In 6:33, we get the summation of what has been told so far:
But strive first for the kingdom of God and his righteousness, and all these things will be given to you.
To strive first for the kingdom is to live in the excess, to adopt a mode of being in the world that creates this excess and knows how to channel it away from evil and toward good. This is the purity of orientation without having a hard-coded law that provides definitive answers. To live in the excess is to be oriented to God who is revealing himself as the spirit behind the law. To access that spirit, we must change ourselves, which is what it means to strive first for the kingdom of God. ‘First’ is the crucial word in this sentence.
7:1-5: Judging Others
Lest we be mistaken about Jesus’s message, he makes it immediately clear that judging others is not what it means to strive first for the kingdom of God. This mode of being in the world is a close system of rewards and punishments for conformity and non-conformity. The force of these sentences is, like those that have come immediately before it, to turn one’s predilection for judgment first on oneself.
This is a zero-sum game. Any excess created is absorbed back into the game of legal rewards and punishments:
For with the judgment you make you will be judged, and the measure you give will be the measure you get. (7:2)
7:7-11: Ask, Search, Knock
We have arrived at a crucial moment in understanding the Sermon and its opening us to a mode of being in the world related to the positive release and channeling of energy—the creation of an excess. These sentences are purely about orienting to the future through questions, searching, and knocking without knowing what exactly one is looking for.
Truth is downstream from this search. It is the meaning contained in the New Testament’s recurring use of metanoia, which we’ve mistakenly interpreted as ‘repentance.’ Repentance looks backward and judges the past as out of conformity with a law. It promises to do better, but in that promise it replays the closed system of laws, punishments, and rewards.

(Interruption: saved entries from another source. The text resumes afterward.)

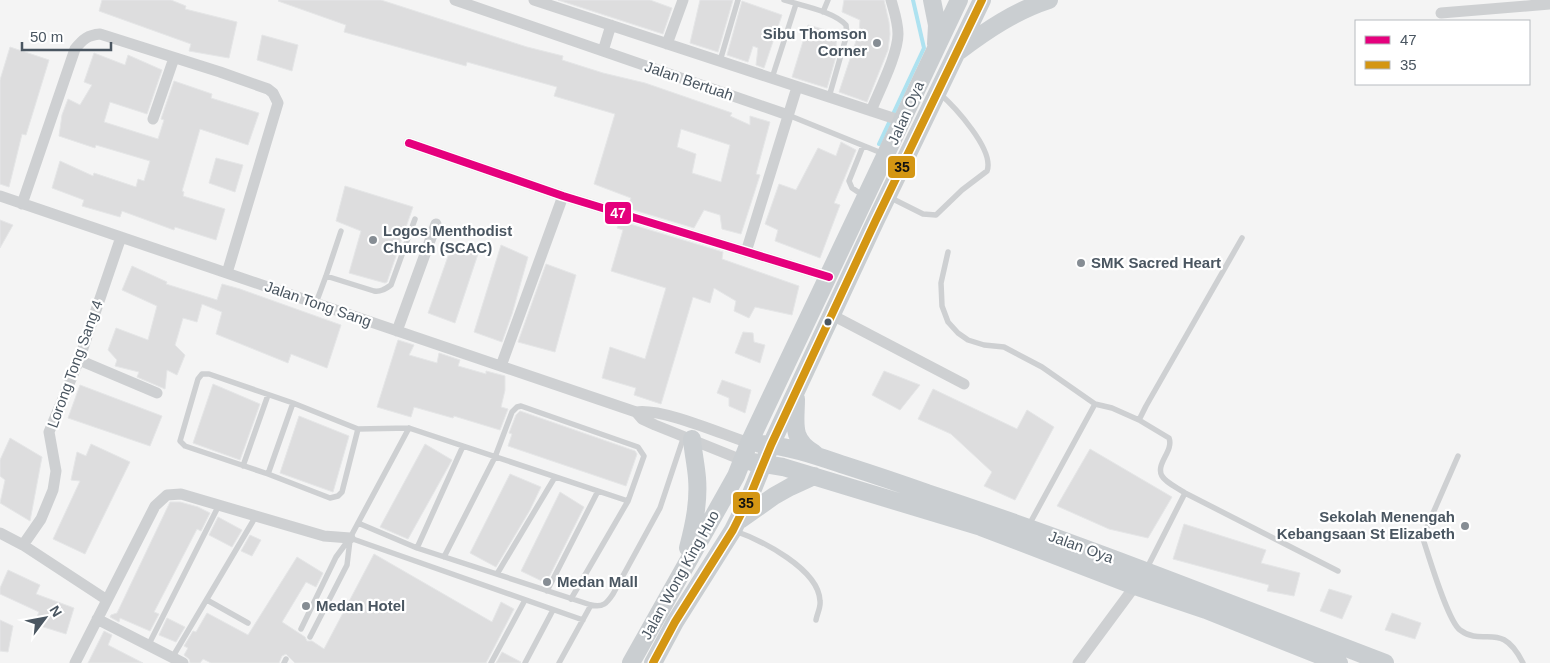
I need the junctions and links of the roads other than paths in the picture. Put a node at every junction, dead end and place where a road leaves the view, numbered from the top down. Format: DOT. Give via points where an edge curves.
graph roads {
  1 [pos="455,0"];
  2 [pos="534,0"];
  3 [pos="682,0"];
  4 [pos="738,0"];
  5 [pos="784,0"];
  6 [pos="828,0"];
  7 [pos="891,0"];
  8 [pos="932,0"];
  9 [pos="959,0"];
  10 [pos="982,0"];
  11 [pos="1049,0"];
  12 [pos="559,4"];
  13 [pos="796,4"];
  14 [pos="1550,4"];
  15 [pos="824,12"];
  16 [pos="1441,13"];
  17 [pos="611,26"];
  18 [pos="667,44"];
  19 [pos="936,47"];
  20 [pos="603,51"];
  21 [pos="955,55"];
  22 [pos="174,58"];
  23 [pos="720,61"];
  24 [pos="772,78"];
  25 [pos="798,87"];
  26 [pos="938,91"];
  27 [pos="829,97"];
  28 [pos="871,111"];
  29 [pos="788,115"];
  30 [pos="893,118"];
  31 [pos="153,119"];
  32 [pos="409,143"];
  33 [pos="863,146"];
  34 [pos="887,156"];
  35 [pos="0,196"];
  36 [pos="563,196"];
  37 [pos="866,197"];
  38 [pos="888,197"];
  39 [pos="22,204"];
  40 [pos="415,219"];
  41 [pos="436,224"];
  42 [pos="341,231"];
  43 [pos="121,238"];
  44 [pos="1242,238"];
  45 [pos="746,252"];
  46 [pos="948,252"];
  47 [pos="227,273"];
  48 [pos="326,276"];
  49 [pos="829,277"];
  50 [pos="316,303"];
  51 [pos="832,314"];
  52 [pos="398,331"];
  53 [pos="79,360"];
  54 [pos="501,366"];
  55 [pos="964,384"];
  56 [pos="797,391"];
  57 [pos="156,393"];
  58 [pos="268,395"];
  59 [pos="293,403"];
  60 [pos="1095,404"];
  61 [pos="636,412"];
  62 [pos="1140,420"];
  63 [pos="409,428"];
  64 [pos="358,429"];
  65 [pos="688,438"];
  66 [pos="750,443"];
  67 [pos="771,445"];
  68 [pos="462,446"];
  69 [pos="1458,456"];
  70 [pos="495,457"];
  71 [pos="742,460"];
  72 [pos="828,460"];
  73 [pos="764,464"];
  74 [pos="243,466"];
  75 [pos="268,474"];
  76 [pos="814,476"];
  77 [pos="555,477"];
  78 [pos="598,491"];
  79 [pos="1185,493"];
  80 [pos="628,501"];
  81 [pos="220,505"];
  82 [pos="256,516"];
  83 [pos="358,523"];
  84 [pos="735,526"];
  85 [pos="1028,527"];
  86 [pos="0,533"];
  87 [pos="350,538"];
  88 [pos="22,545"];
  89 [pos="417,548"];
  90 [pos="444,557"];
  91 [pos="682,570"];
  92 [pos="1146,570"];
  93 [pos="1338,571"];
  94 [pos="497,574"];
  95 [pos="1135,586"];
  96 [pos="547,590"];
  97 [pos="570,598"];
  98 [pos="107,600"];
  99 [pos="207,600"];
  100 [pos="525,600"];
  101 [pos="591,605"];
  102 [pos="553,610"];
  103 [pos="97,620"];
  104 [pos="583,620"];
  105 [pos="816,620"];
  106 [pos="248,623"];
  107 [pos="301,629"];
  108 [pos="310,637"];
  109 [pos="148,646"];
  110 [pos="178,660"];
  111 [pos="75,663"];
  112 [pos="491,663"];
  113 [pos="525,663"];
  114 [pos="559,663"];
  115 [pos="631,663"];
  116 [pos="653,663"];
  117 [pos="1078,663"];
  118 [pos="1339,663"];
  119 [pos="1385,663"];
  120 [pos="1523,663"];
  1 -- 20 [label="street, Jalan Bertuah"];
  2 -- 12 [label="street"];
  3 -- 18 [label="street"];
  4 -- 23 [label="lane"];
  5 -- 13 [label="lane"];
  6 -- 15 [label="lane"];
  7 -- 28 [label="street" via="898,36"];
  8 -- 19 [label="main road" via="937,25"];
  9 -- 19 [label="main road, Jalan Oya"];
  10 -- 21 [label="main road, Jalan Oya"];
  11 -- 21 [label="main road" via="991,27"];
  12 -- 17 [label="street"];
  13 -- 15 [label="lane"];
  13 -- 24 [label="lane"];
  14 -- 16 [label="street"];
  15 -- 27 [label="lane" via="842,21 847,29"];
  17 -- 18 [label="street"];
  17 -- 20 [label="street"];
  18 -- 23 [label="street"];
  19 -- 30 [label="main road, Jalan Oya"];
  20 -- 29 [label="street, Jalan Bertuah"];
  21 -- 26 [label="main road, Jalan Oya"];
  22 -- 31 [label="street"];
  22 -- 39 [label="street" via="100,34 90,35 82,41 76,49"];
  22 -- 47 [label="street" via="268,89 278,102"];
  23 -- 24 [label="street"];
  24 -- 25 [label="street"];
  25 -- 27 [label="street"];
  25 -- 29 [label="street"];
  26 -- 38 [label="main road, Jalan Oya"];
  26 -- 38 [label="lane" via="970,126 989,161 987,171 936,215 924,214"];
  27 -- 28 [label="street"];
  28 -- 30 [label="street"];
  29 -- 33 [label="lane"];
  29 -- 45 [label="street"];
  30 -- 34 [label="main road, Jalan Oya"];
  32 -- 36 [label="street"];
  33 -- 34 [label="lane"];
  33 -- 37 [label="lane" via="850,181 852,188"];
  34 -- 37 [label="main road, Jalan Oya"];
  35 -- 39 [label="street, Jalan Tong Sang"];
  36 -- 45 [label="street"];
  36 -- 54 [label="street"];
  37 -- 49 [label="main road, Jalan Oya"];
  38 -- 51 [label="main road, Jalan Oya"];
  39 -- 43 [label="street, Jalan Tong Sang"];
  40 -- 48 [label="lane" via="391,285 386,289 374,291"];
  41 -- 52 [label="street"];
  42 -- 48 [label="lane"];
  43 -- 47 [label="street, Jalan Tong Sang"];
  43 -- 53 [label="street, Lorong Tong Sang 4"];
  44 -- 62 [label="lane"];
  45 -- 49 [label="street"];
  46 -- 60 [label="lane" via="941,283 942,306 948,322 958,333 984,345 1004,347 1042,367"];
  47 -- 50 [label="street, Jalan Tong Sang"];
  48 -- 50 [label="lane"];
  49 -- 66 [label="main road, Jalan Oya"];
  50 -- 52 [label="street, Jalan Tong Sang"];
  51 -- 55 [label="street"];
  51 -- 56 [label="main road, Jalan Oya"];
  52 -- 54 [label="street, Jalan Tong Sang"];
  53 -- 57 [label="street"];
  53 -- 88 [label="street, Lorong Tong Sang 4" via="49,432 56,471 53,490 41,519"];
  54 -- 61 [label="street, Jalan Tong Sang"];
  56 -- 67 [label="main road, Jalan Oya"];
  56 -- 72 [label="main road" via="798,438 807,449"];
  58 -- 59 [label="lane"];
  58 -- 74 [label="lane"];
  58 -- 74 [label="lane" via="209,374 202,374 198,379 180,441 185,446"];
  59 -- 64 [label="lane"];
  59 -- 75 [label="lane"];
  60 -- 62 [label="lane"];
  60 -- 85 [label="lane"];
  61 -- 65 [label="street, Jalan Tong Sang" via="642,419"];
  61 -- 66 [label="street, Jalan Tong Sang" via="646,410 666,415"];
  62 -- 79 [label="lane" via="1168,438 1169,447 1160,471 1162,477"];
  63 -- 64 [label="lane"];
  63 -- 68 [label="lane"];
  63 -- 83 [label="lane"];
  64 -- 75 [label="lane" via="342,492 338,496 330,498"];
  65 -- 71 [label="street, Jalan Tong Sang"];
  65 -- 91 [label="main road" via="697,479 696,507"];
  65 -- 101 [label="lane" via="660,508 608,603"];
  66 -- 67 [label="main road, Jalan Oya"];
  66 -- 71 [label="main road, Jalan Oya"];
  67 -- 72 [label="main road, Jalan Oya"];
  67 -- 73 [label="main road, Jalan Oya"];
  68 -- 70 [label="lane"];
  68 -- 89 [label="lane"];
  69 -- 120 [label="lane" via="1423,536 1424,542 1453,623 1465,634 1501,638 1513,646"];
  70 -- 77 [label="lane"];
  70 -- 80 [label="lane" via="512,412 521,406 638,447 644,459"];
  70 -- 90 [label="lane"];
  71 -- 73 [label="main road, Jalan Oya"];
  71 -- 91 [label="main road, Jalan Wong King Huo"];
  72 -- 85 [label="main road, Jalan Oya"];
  73 -- 76 [label="main road, Jalan Oya"];
  73 -- 84 [label="main road, Jalan Wong King Huo"];
  74 -- 75 [label="lane"];
  76 -- 84 [label="main road" via="790,487"];
  76 -- 95 [label="main road, Jalan Oya" via="981,527"];
  77 -- 78 [label="lane"];
  77 -- 94 [label="lane"];
  78 -- 80 [label="lane"];
  78 -- 96 [label="lane"];
  79 -- 92 [label="lane"];
  79 -- 93 [label="lane"];
  80 -- 97 [label="lane"];
  81 -- 82 [label="street"];
  81 -- 98 [label="street" via="181,494 162,498"];
  81 -- 109 [label="lane"];
  82 -- 87 [label="street" via="324,536"];
  82 -- 99 [label="lane"];
  83 -- 87 [label="lane"];
  83 -- 89 [label="lane"];
  84 -- 105 [label="lane" via="802,569 816,584 820,601"];
  84 -- 116 [label="main road, Jalan Wong King Huo"];
  85 -- 92 [label="main road, Jalan Oya"];
  86 -- 88 [label="street"];
  87 -- 100 [label="lane"];
  87 -- 107 [label="lane" via="336,557"];
  87 -- 108 [label="lane" via="346,565"];
  88 -- 98 [label="street"];
  89 -- 90 [label="lane"];
  90 -- 94 [label="lane"];
  91 -- 115 [label="main road, Jalan Wong King Huo"];
  92 -- 119 [label="main road, Jalan Oya"];
  94 -- 96 [label="lane"];
  95 -- 117 [label="street"];
  95 -- 118 [label="main road, Jalan Oya" via="1206,610"];
  96 -- 97 [label="lane"];
  97 -- 101 [label="lane"];
  98 -- 103 [label="street"];
  99 -- 106 [label="lane"];
  99 -- 110 [label="lane"];
  100 -- 102 [label="lane"];
  100 -- 112 [label="lane"];
  101 -- 104 [label="lane"];
  102 -- 104 [label="lane"];
  102 -- 113 [label="lane"];
  103 -- 109 [label="street"];
  103 -- 111 [label="street"];
  104 -- 114 [label="lane"];
  109 -- 110 [label="street"];
}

Metanoia orients to a search, an ask, a knock that doesn’t exactly and precisely know what is on the other side. As a recapitulation of what has thus far been said in the Sermon, these sentences orient us to the excess as the initiation of a metanoia that searches, that moves forward without the judgmental comfort of a clear law.
This is what it means to strive first for the kingdom of God.
7:12-29
The remaining sentences recapitulate what has come before. 7:12, the Golden Rule, directly echoes the fulfillment of the law and prophets as spoken in 5:17:
In everything do to others as you would have them to do you; for this is the law and the prophets.
7:13-14 offers the metaphor of the narrow gate and road versus the wide ones. This will be a movement and a passage—a search, an ask, a knock—that will be ongoing and never complete.
7:15 to the end offers us the metaphor of roots, branches, and fruit. ‘Thus you will know them by their fruit’, but if we have been attentive to everything that has come before, we cannot see the fruits as the source of their own goodness—just as publicly fasting and praying and alms giving are hollow shows of an empty spirit.
Rather, the fruits are not the goals, they are the result of what is happening in the branches as they draw their energy from the freely given energy of the root.
But strive first for the kingdom of God and his righteousness, and all these things will be given to you.